Jimmy Cornell and the crew of Aventura are sailing the very same stretch of the North Atlantic that was onced navigated by Vikings.

Viking Ship

Day 5 since our departure from Stromness, in the Orkney Islands. We have covered 750 miles and the winds continue to be favourable. Last night we passed the westernmost part of Iceland and are now less than 500 miles from Cape Farewell – Greenland’s southernmost point. At this time of year, that is an area of iceberg concentration, brought south by the East Greenland Current. If our intended course is blocked by ice we may have to pass 60 or even 100 miles to the south. According to the latest ice charts, this may not be the case and we may not be forced to dip that far south. But there seems to be much ice along the inshore portion of the coast, so we decided not to stop in Southern Greenland, as most harbours and bays are still blocked by ice, but continue nonstop to the capital Nuuk (still 900 miles away).

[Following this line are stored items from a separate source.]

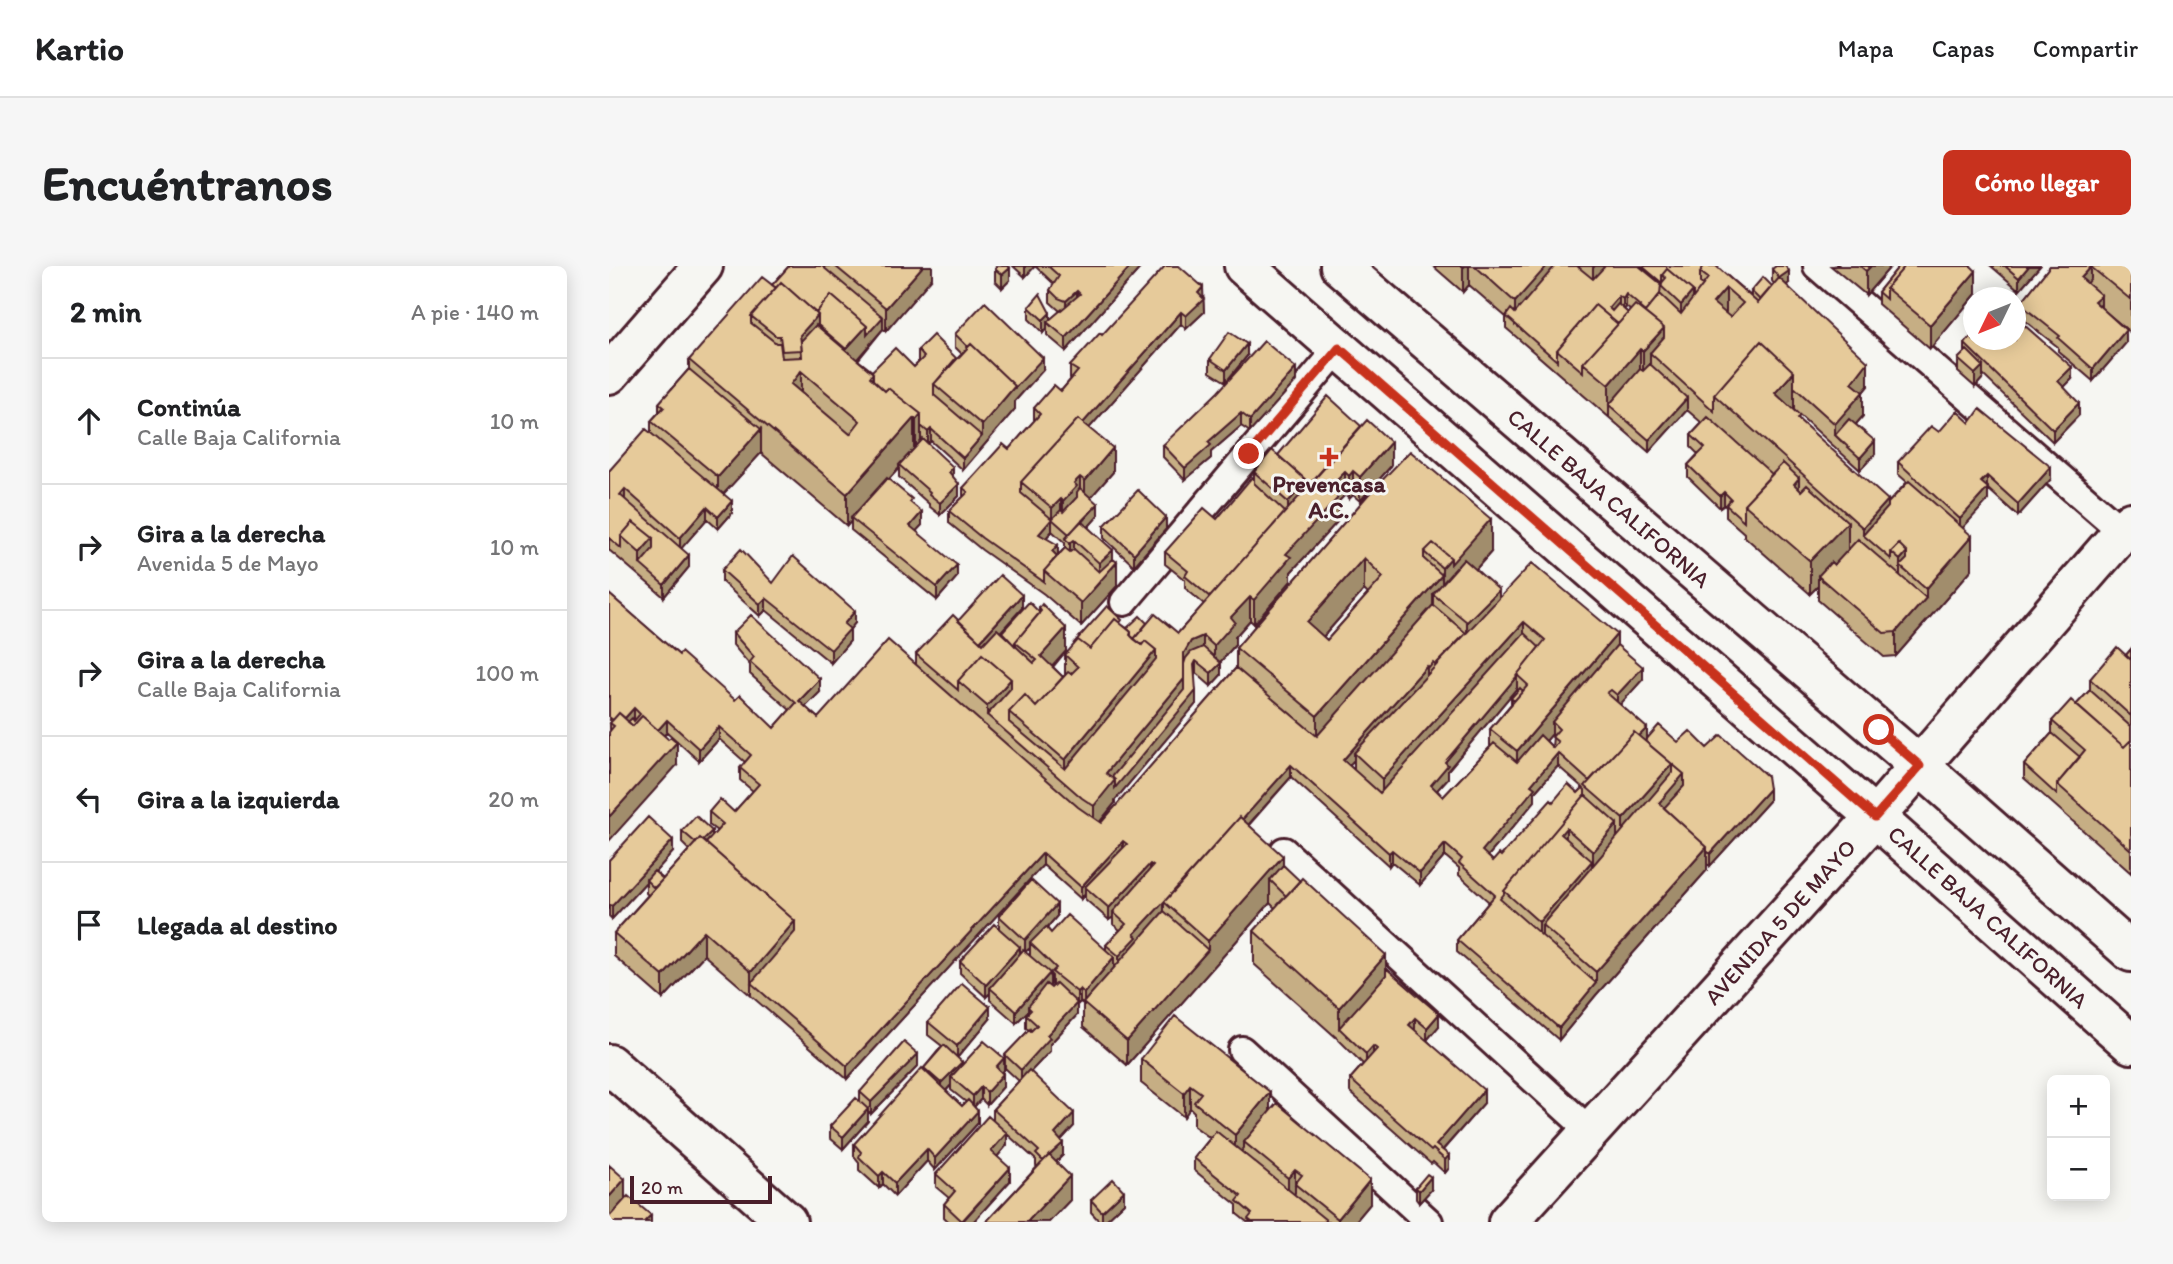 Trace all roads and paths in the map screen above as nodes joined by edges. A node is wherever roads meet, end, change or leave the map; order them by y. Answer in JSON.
{"nodes":[{"id":1,"x":703,"y":266,"type":"edge"},
{"id":2,"x":1244,"y":266,"type":"edge"},
{"id":3,"x":1340,"y":266,"type":"edge"},
{"id":4,"x":1817,"y":266,"type":"edge"},
{"id":5,"x":1339,"y":348,"type":"junction"},
{"id":6,"x":609,"y":374,"type":"edge"},
{"id":7,"x":2127,"y":527,"type":"edge"},
{"id":8,"x":1124,"y":602,"type":"dead end"},
{"id":9,"x":1920,"y":766,"type":"junction"},
{"id":10,"x":1875,"y":817,"type":"junction"},
{"id":11,"x":1284,"y":851,"type":"dead end"},
{"id":12,"x":2131,"y":952,"type":"edge"},
{"id":13,"x":2131,"y":1044,"type":"edge"},
{"id":14,"x":1242,"y":1050,"type":"dead end"},
{"id":15,"x":609,"y":1063,"type":"edge"},
{"id":16,"x":1590,"y":1131,"type":"junction"},
{"id":17,"x":787,"y":1222,"type":"edge"},
{"id":18,"x":1429,"y":1222,"type":"edge"},
{"id":19,"x":1508,"y":1222,"type":"edge"}],
"edges":[{"from":1,"to":6,"type":"street"},
{"from":2,"to":5,"type":"street","name":"CALLE BAJA CALIFORNIA"},
{"from":3,"to":9,"type":"street","name":"CALLE BAJA CALIFORNIA"},
{"from":4,"to":7,"type":"lane"},
{"from":5,"to":8,"type":"lane"},
{"from":5,"to":10,"type":"street","name":"CALLE BAJA CALIFORNIA"},
{"from":7,"to":9,"type":"street","name":"AVENIDA 5 DE MAYO"},
{"from":9,"to":10,"type":"street","name":"AVENIDA 5 DE MAYO"},
{"from":9,"to":12,"type":"street","name":"CALLE BAJA CALIFORNIA"},
{"from":10,"to":13,"type":"street","name":"CALLE BAJA CALIFORNIA"},
{"from":10,"to":16,"type":"street","name":"AVENIDA 5 DE MAYO"},
{"from":11,"to":16,"type":"lane"},
{"from":14,"to":18,"type":"lane"},
{"from":15,"to":17,"type":"street"},
{"from":16,"to":19,"type":"street","name":"AVENIDA 5 DE MAYO"}]}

I really cannot believe just how lucky we have been with winds and weather so far. We have had favourable East and South-East winds in an area where strong prevailing West and South-West winds are the norm, and the prospects for the following days look just as good. Such a spell of favourable winds in late spring, early summer, probably explains how one thousand years ago Viking navigators managed to sail this very same stretch of the North Atlantic and discover in the process Iceland, Greenland, and even Newfoundland, which they called Vinland. They had thus landed in what we now call North America.